I like to ask for a manager if I’m getting really great service. It seems to make their day when I praise them for a waiter/waitress.
Try a tech support job. I got treated like dirt and rarely an apology when it was a customer’s fault for the interruption in service. The people that were nice got the most incredible service anyone could hope for. The assholes were given a chance then I did whatever I could to end the call as quickly as possible. I only ever hung up on a few people for their language.
Never marry a woman who is mean to your waitress.
.....never marry a woman who is mean to your waitress.
We have actually done this. Fairly often actually. It's kind of funny when you ask for the manager and they come up sheepishly and hesitating, thinking they are going to be lambasted, and then they are complimented. It really does make their day.
Just this week I had a UPS guy go above and beyond to leave a rather large package for me. I texted him back saying thank you, and his reply was that it's nice to know that some customers out there still do appreciate him.
Thus the metric system did not really catch on in the States, unless you count the increasing popularity of the nine-millimeter bullet.
- Dave Barry
|On the DL|
30 years is a long time. How much longer will you have to practice, before they let you actually do it?
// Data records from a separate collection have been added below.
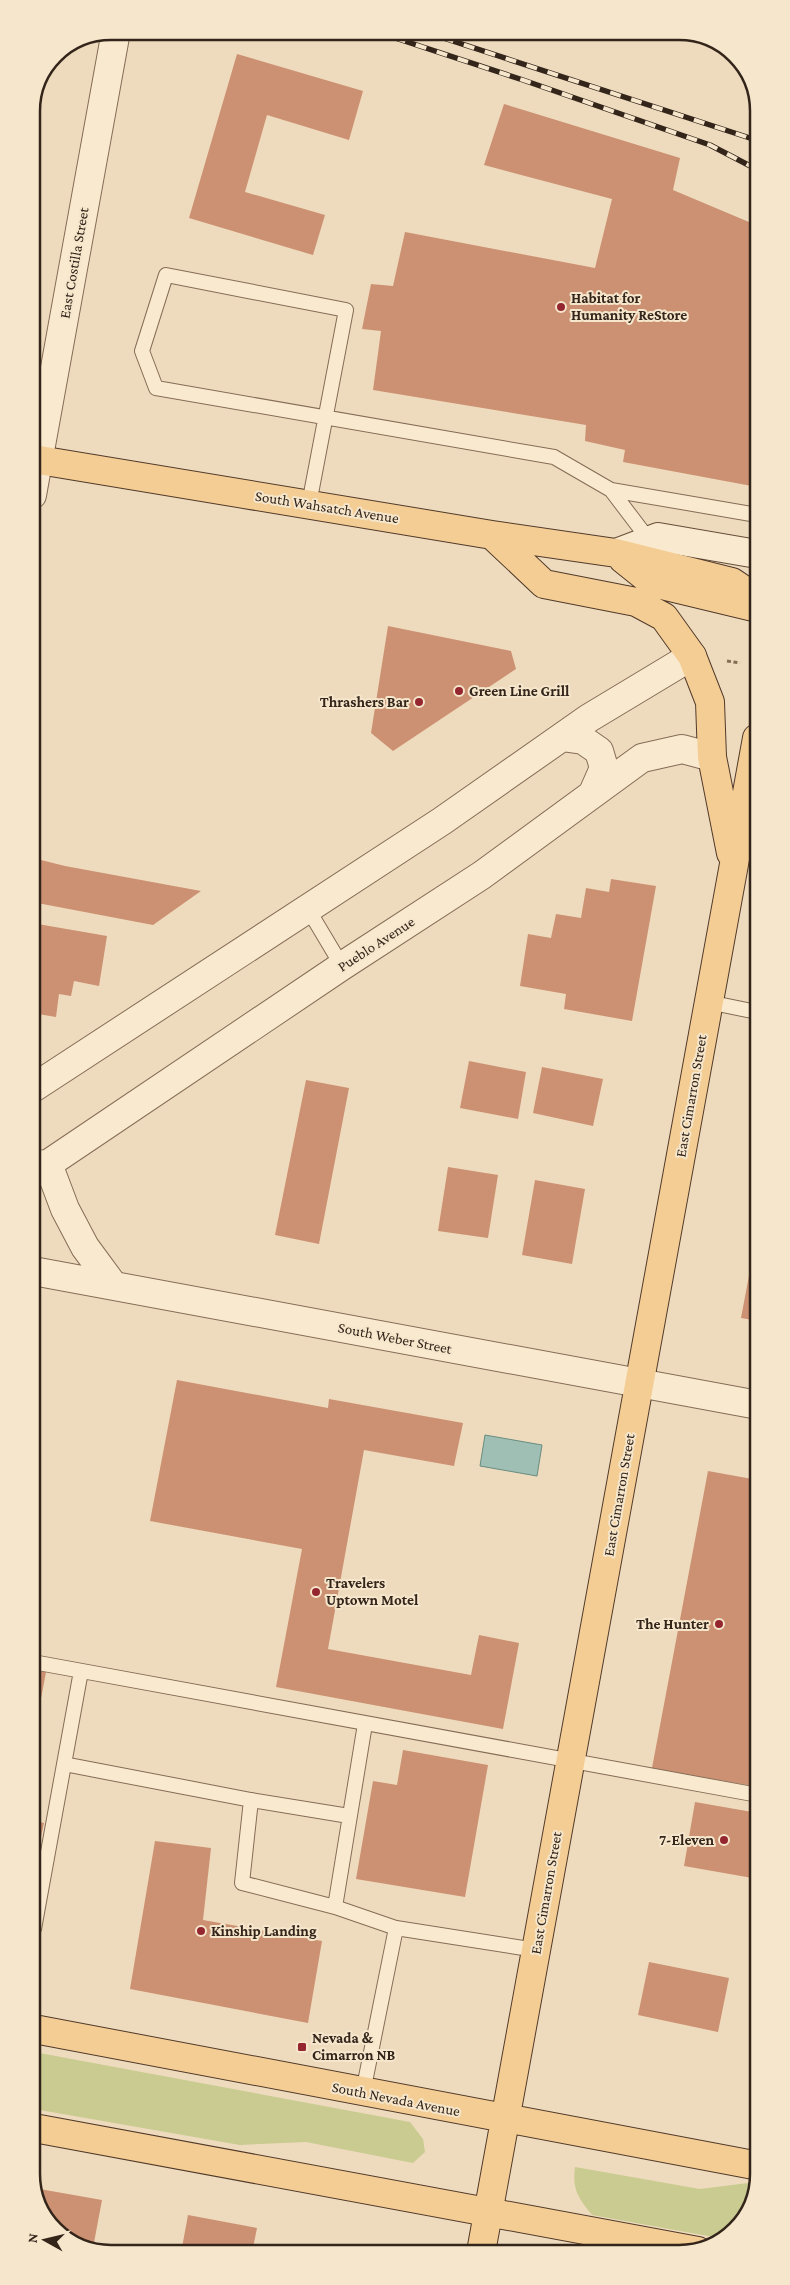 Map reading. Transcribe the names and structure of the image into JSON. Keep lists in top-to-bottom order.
{
  "streets": {
    "main road": ["South Wahsatch Avenue", "East Cimarron Street", "South Nevada Avenue"],
    "street": ["East Costilla Street", "Pueblo Avenue", "South Weber Street"]
  },
  "crossings": [
    ["Pueblo Avenue", "South Weber Street"],
    ["East Cimarron Street", "South Weber Street"],
    ["East Cimarron Street", "South Nevada Avenue"]
  ],
  "places": {
    "other": [
      "Habitat for Humanity ReStore",
      "Green Line Grill",
      "Thrashers Bar",
      "Travelers Uptown Motel",
      "The Hunter",
      "7-Eleven",
      "Kinship Landing"
    ],
    "transit": ["Nevada & Cimarron NB"]
  },
  "north": "left"
}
More serious comment: You state that attitude toward medical providers has gradually deteriorated. Do you think that might be related to the gradual deterioration in the way that patients and their families perceive the way that the doctor and his staff interact with the "customers?" In my 82 years, I have seen a steady decline in this with most medical practices. I am not saying that this is the fault of the medical practice, if we had to assign culpability, I would start by pointing at the insurance model that we now have, and the fact that the doctor and his / her staff are pressured into using time efficiently.
I think back to 60 or 70 years ago and I remember doctors who were able to take time to interact with patients. We went to the office for an appointment and saw the doctor, who actually seemed to be interested in the patient.
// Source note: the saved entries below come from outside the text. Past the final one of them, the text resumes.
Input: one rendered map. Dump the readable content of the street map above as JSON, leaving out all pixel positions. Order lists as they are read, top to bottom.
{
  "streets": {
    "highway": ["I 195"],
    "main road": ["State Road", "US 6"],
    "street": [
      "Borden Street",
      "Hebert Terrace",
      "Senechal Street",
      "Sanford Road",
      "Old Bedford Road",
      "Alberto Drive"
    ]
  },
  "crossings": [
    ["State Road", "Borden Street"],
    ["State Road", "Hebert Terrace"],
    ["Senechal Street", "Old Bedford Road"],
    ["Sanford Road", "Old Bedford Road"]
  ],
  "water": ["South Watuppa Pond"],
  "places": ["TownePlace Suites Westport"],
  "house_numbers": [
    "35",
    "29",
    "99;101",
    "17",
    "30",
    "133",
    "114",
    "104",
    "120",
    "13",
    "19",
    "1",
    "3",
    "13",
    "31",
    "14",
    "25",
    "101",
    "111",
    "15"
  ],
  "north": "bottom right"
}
Now, it seems that the patient is processed through a succession of staff members who take vitals, ask questions, fill in forms on a computer or iPad, pass the patient on to the next staff member who asks many of the same questions that have already been answered, finally the patient is closed in to a small, uncomfortably cold exam room with the door closed. Maybe 30 minutes (if the patient is lucky, it could easily be much longer) after the appointment time, the doctor finally bustles in, looking somewhat harried, and is surprised to find that the patient might be a bit annoyed.
Again, not saying that this is the doctor's fault, but the doctor should understand how the system affects the patient.
Fortunately, I have a primary care physician who limits the number of patients he accepts, who genuinely cares about each patient (he asks the patient's permission to end each visit with a prayer), and who practices what he preaches in a way that his attitude filters down to every member of his staff -- nurses, assistants, receptionists, office manager, etc. He is one in a thousand.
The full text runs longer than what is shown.